Among the lines of data below, reproduce only those from the one with "Turn all roads" through the one with "Road topology of", exactly as they stand, both ends included.

Collected data:
· · ·

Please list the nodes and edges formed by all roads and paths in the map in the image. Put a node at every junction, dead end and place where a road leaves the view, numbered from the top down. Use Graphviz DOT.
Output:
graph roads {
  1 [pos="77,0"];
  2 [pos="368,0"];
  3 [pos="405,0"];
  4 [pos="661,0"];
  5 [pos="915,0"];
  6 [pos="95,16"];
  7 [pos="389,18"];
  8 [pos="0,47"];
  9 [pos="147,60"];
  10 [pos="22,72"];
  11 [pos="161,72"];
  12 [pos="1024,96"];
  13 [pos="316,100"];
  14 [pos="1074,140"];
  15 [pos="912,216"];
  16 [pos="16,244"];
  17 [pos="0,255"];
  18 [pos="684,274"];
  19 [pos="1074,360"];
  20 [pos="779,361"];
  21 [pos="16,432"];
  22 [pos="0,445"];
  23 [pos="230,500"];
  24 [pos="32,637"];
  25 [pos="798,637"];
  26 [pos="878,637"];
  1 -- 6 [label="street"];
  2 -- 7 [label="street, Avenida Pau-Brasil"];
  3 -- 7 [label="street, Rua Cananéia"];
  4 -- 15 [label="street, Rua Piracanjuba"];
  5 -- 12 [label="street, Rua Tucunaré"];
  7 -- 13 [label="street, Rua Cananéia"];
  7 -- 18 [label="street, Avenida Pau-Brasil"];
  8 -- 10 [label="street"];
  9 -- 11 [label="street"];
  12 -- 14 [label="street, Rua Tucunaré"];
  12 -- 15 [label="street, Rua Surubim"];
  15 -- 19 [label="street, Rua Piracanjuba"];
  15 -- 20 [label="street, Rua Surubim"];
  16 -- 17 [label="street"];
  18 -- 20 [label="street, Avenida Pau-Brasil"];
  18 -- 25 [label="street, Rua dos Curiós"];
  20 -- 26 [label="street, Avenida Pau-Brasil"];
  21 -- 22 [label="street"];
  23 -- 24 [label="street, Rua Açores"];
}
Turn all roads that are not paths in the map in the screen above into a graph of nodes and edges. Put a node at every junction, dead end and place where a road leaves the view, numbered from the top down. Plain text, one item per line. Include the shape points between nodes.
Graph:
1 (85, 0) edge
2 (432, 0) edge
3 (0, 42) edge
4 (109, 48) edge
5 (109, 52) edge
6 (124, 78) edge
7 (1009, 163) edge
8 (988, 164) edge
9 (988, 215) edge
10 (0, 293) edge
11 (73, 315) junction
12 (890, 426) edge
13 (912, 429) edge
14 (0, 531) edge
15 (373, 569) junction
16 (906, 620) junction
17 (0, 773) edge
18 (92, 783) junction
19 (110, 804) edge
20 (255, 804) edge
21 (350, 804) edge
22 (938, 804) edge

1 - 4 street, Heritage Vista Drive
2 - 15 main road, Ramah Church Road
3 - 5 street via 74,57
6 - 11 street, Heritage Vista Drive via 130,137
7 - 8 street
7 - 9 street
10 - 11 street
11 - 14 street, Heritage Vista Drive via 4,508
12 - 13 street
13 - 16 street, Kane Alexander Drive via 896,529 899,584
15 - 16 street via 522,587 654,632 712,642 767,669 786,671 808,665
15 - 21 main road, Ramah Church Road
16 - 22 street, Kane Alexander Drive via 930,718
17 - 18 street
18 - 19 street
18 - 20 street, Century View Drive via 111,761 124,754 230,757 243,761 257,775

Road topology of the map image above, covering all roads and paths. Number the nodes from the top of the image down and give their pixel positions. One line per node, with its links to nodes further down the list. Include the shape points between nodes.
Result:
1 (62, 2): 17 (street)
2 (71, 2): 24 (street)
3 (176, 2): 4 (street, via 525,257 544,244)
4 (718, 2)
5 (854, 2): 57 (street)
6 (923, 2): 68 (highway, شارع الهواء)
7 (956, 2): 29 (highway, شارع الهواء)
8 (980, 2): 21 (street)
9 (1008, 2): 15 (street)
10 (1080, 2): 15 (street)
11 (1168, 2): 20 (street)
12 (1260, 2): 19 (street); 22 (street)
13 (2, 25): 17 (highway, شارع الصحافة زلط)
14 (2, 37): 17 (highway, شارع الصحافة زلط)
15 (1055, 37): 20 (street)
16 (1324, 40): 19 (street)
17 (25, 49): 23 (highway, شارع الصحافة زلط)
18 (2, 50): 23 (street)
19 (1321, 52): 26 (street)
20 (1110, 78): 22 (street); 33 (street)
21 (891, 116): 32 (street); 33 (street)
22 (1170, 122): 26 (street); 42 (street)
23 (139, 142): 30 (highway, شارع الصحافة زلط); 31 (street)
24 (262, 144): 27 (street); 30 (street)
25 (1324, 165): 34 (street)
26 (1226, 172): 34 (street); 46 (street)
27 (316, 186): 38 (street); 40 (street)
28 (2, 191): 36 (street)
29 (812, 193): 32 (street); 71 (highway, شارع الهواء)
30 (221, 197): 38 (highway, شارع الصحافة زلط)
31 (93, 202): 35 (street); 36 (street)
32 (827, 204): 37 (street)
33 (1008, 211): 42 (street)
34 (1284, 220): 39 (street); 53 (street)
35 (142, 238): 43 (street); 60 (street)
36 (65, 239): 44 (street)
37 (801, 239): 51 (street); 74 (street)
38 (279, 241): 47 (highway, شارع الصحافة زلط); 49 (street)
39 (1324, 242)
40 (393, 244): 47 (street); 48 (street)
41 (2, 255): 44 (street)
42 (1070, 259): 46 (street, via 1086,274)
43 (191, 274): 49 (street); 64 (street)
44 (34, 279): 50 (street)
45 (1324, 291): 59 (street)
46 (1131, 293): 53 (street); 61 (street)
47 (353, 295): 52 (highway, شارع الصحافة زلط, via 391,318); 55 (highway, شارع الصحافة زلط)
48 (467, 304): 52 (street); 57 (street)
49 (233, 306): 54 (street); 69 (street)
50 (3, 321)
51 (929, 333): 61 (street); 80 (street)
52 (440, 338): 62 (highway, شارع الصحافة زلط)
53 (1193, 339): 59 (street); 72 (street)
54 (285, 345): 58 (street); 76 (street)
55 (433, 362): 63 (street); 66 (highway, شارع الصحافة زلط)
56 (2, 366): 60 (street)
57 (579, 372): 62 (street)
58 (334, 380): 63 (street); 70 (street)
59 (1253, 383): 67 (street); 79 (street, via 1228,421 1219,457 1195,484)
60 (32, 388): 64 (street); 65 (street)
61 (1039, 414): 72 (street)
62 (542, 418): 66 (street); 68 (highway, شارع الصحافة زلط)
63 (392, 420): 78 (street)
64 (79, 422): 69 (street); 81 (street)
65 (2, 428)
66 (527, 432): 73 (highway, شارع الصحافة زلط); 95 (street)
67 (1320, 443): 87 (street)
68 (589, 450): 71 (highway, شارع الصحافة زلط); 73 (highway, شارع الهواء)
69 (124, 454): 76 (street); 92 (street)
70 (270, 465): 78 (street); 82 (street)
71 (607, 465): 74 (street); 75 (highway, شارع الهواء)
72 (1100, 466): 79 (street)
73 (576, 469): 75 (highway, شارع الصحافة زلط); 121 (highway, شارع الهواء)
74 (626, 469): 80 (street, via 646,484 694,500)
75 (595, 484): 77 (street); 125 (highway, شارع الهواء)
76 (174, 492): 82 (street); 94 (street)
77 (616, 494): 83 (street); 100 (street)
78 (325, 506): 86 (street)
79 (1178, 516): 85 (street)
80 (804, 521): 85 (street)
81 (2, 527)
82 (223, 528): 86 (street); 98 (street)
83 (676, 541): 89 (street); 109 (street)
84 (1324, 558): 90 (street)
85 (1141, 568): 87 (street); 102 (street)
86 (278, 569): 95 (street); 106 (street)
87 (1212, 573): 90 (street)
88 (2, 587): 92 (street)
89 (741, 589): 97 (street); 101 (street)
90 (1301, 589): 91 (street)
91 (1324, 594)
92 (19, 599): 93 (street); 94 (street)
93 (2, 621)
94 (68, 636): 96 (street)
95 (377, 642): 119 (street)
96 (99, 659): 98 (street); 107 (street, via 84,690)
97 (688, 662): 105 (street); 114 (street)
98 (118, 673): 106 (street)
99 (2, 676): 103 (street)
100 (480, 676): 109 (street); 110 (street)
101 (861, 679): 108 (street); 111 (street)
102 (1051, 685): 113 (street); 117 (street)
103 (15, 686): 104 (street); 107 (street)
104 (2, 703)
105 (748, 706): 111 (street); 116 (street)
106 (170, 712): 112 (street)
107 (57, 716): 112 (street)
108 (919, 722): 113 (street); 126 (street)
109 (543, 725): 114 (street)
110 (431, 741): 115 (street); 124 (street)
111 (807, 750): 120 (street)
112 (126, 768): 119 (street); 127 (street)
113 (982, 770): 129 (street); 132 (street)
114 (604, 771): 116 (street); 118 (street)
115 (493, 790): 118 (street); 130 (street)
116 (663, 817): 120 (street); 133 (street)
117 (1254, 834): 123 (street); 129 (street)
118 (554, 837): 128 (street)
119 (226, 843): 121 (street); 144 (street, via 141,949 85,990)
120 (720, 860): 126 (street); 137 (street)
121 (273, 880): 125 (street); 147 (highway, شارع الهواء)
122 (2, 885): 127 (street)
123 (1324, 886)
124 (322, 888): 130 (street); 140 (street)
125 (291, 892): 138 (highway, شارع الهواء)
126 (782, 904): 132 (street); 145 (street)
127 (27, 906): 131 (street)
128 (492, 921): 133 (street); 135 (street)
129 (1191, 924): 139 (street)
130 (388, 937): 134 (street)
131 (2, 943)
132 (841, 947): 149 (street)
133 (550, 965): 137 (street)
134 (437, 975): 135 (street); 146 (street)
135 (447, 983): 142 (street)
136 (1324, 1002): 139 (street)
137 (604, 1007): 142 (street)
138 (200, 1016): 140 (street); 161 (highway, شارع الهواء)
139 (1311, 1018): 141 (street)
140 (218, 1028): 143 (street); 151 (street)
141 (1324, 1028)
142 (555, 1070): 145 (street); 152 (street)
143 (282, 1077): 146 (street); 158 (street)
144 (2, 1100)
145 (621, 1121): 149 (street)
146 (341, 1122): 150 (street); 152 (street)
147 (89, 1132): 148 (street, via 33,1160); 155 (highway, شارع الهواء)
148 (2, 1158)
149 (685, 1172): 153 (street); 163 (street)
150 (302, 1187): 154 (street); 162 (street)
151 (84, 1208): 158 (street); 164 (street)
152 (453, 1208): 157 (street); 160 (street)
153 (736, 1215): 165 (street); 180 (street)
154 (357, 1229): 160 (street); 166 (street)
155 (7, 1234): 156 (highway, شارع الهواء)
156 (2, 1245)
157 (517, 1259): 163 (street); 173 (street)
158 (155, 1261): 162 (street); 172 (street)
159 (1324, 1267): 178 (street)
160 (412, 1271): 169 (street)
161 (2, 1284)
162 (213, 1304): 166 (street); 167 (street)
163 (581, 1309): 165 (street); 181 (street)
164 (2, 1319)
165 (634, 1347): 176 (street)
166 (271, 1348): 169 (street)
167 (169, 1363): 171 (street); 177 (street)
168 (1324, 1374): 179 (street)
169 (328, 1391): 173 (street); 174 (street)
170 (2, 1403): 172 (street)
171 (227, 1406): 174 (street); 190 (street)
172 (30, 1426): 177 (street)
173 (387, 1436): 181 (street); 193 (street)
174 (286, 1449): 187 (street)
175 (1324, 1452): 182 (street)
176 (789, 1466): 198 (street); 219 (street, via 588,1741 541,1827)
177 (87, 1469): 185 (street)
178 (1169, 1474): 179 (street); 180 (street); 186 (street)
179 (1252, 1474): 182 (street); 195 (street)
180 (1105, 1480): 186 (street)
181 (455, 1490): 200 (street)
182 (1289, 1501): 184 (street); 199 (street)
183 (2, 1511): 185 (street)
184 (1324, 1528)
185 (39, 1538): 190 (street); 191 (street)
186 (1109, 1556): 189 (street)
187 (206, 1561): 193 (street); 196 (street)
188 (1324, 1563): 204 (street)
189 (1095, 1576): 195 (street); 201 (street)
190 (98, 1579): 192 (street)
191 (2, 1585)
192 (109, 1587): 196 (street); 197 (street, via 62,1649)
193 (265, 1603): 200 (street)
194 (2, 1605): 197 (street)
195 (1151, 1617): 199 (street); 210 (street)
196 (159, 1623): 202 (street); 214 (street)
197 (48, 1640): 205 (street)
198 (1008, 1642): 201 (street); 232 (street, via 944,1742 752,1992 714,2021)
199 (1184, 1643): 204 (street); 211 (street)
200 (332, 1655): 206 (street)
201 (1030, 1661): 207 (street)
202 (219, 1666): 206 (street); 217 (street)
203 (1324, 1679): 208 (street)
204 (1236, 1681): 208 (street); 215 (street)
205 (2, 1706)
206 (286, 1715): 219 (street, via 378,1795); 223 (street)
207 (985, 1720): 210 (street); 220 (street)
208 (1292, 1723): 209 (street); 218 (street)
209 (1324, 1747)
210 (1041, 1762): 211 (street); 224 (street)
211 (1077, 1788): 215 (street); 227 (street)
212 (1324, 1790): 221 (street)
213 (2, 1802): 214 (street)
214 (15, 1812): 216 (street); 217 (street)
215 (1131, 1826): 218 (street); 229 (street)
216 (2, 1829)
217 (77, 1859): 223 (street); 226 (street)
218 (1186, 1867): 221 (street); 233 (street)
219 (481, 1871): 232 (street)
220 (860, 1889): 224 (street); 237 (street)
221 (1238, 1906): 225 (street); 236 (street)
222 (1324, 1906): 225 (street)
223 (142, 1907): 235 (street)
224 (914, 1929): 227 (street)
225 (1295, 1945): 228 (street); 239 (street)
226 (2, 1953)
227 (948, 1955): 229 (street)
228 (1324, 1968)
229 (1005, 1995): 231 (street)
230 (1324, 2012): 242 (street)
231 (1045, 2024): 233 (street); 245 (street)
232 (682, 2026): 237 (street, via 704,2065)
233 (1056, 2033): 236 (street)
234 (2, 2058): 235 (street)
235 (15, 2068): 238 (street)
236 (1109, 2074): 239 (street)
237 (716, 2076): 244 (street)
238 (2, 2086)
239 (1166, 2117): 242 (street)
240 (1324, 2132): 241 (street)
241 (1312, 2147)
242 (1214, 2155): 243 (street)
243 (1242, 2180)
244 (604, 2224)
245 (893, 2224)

· · ·

* ANSWER BOX:
Turn all roads that are not paths in the map in the screen above into a graph of nodes and edges. Put a node at every junction, dead end and place where a road leaves the view, numbered from the top down. Plain text, one item per line. Include the shape points between nodes.
Graph:
1 (85, 0) edge
2 (432, 0) edge
3 (0, 42) edge
4 (109, 48) edge
5 (109, 52) edge
6 (124, 78) edge
7 (1009, 163) edge
8 (988, 164) edge
9 (988, 215) edge
10 (0, 293) edge
11 (73, 315) junction
12 (890, 426) edge
13 (912, 429) edge
14 (0, 531) edge
15 (373, 569) junction
16 (906, 620) junction
17 (0, 773) edge
18 (92, 783) junction
19 (110, 804) edge
20 (255, 804) edge
21 (350, 804) edge
22 (938, 804) edge

1 - 4 street, Heritage Vista Drive
2 - 15 main road, Ramah Church Road
3 - 5 street via 74,57
6 - 11 street, Heritage Vista Drive via 130,137
7 - 8 street
7 - 9 street
10 - 11 street
11 - 14 street, Heritage Vista Drive via 4,508
12 - 13 street
13 - 16 street, Kane Alexander Drive via 896,529 899,584
15 - 16 street via 522,587 654,632 712,642 767,669 786,671 808,665
15 - 21 main road, Ramah Church Road
16 - 22 street, Kane Alexander Drive via 930,718
17 - 18 street
18 - 19 street
18 - 20 street, Century View Drive via 111,761 124,754 230,757 243,761 257,775

Road topology of the map image above, covering all roads and paths. Number the nodes from the top of the image down and give their pixel positions. One line per node, with its links to nodes further down the list. Include the shape points between nodes.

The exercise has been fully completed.